We do not intend to enable Polly by default just yet. Hence a new option
-O?? or -f** seems appropriate. I suggest to leave the naming debate for

We also worked on performance over the last 2 years:

- Introduced fast arbitrary integers to backup isl (gives ~7x speedup
vs. imath, 2x vs. gmp, and is only 30% slower than native integers)
- Worked with Eli Friedman on compiling all of AOSP. We do this in
"-polly-process-unprofitable" mode, where we run on anything we can
analyze and make sure timeouts and validity checks are all in place.
- Adjusted our core scheduler's assymptotic complexity to not be in
function of number of statements to schedule, but rather the maximal
number of statements that are fused:
- We worked on bailing out fast (but slightly regressed in recent
months). For code that is not amenable to polyhedral 
   optimizations we I would like to see almost zero compile time
   overhead. We have a pure LLVM-IR analysis before Polly, which 
   just scans the IR and decides if we should look at it more

> On the ISL story. I think it would be better to have polly being
> self-contained (with LLVM implementing the needed functionality), but
> I understand that's a major undertaken and it comes at a cost (i.e.
> LLVM will have to maintain this forked/reimplemented library forever
> instead of leveraging upstream work). LLVM tries to minimize the
> amount of required dependencies, but it seems it's OK to add new
> external optional deps (recently, Z3), so that could be an OK path
> forward. I don't have a strong opinion on what's the best solution here, FWIW.

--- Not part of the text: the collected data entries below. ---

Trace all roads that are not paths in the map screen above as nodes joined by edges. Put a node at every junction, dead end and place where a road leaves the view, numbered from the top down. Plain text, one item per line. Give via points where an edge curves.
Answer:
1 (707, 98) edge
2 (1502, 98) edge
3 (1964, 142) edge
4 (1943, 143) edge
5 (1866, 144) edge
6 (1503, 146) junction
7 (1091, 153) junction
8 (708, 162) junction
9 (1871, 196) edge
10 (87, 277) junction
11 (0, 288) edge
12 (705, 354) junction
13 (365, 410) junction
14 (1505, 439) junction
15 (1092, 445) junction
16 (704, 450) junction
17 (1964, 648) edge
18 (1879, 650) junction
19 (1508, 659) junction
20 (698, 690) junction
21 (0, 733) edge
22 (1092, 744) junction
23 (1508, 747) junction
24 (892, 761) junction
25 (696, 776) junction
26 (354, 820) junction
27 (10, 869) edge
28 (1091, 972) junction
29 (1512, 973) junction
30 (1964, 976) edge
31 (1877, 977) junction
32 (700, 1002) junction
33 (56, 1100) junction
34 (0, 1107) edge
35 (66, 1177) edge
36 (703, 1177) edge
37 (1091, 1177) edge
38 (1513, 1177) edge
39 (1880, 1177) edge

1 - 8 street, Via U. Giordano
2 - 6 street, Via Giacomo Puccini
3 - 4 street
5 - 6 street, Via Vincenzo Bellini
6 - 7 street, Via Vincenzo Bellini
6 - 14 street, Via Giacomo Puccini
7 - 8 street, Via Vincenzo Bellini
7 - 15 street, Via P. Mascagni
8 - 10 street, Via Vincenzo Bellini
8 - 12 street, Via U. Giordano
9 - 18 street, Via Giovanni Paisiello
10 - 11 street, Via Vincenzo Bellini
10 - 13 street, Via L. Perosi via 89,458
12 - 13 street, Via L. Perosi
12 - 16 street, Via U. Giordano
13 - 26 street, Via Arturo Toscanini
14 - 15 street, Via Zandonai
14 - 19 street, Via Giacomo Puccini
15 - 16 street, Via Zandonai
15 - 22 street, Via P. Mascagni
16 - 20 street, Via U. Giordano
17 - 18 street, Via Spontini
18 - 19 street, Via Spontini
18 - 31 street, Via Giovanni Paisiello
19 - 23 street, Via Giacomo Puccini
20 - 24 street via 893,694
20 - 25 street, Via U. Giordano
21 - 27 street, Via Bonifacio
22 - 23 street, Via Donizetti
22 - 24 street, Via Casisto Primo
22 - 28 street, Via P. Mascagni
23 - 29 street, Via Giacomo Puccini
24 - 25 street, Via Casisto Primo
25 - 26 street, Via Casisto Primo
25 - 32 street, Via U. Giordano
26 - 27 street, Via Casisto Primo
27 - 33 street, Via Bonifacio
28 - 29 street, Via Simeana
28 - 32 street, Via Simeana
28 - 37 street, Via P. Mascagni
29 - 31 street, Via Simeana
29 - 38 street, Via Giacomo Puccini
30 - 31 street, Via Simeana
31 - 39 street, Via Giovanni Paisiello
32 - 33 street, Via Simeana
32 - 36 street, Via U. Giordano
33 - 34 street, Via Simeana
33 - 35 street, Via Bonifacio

We currently ship a snapshot of isl with Polly. This has shown to be
very useful, as we ship isl "trunk" which is updated quickly in case of
bug reports. Having a single version of isl shipped in sync with polly
is also desirable when receiving bug reports for Polly/isl.

As Hal pointed out, I expect us to complement at least parts of isl with
our own heuristics and analysis. While this is likely the way to go I
believe isl provides solid "defaults" for us to start off with and to
identify where LLVM specific solutions indeed add value.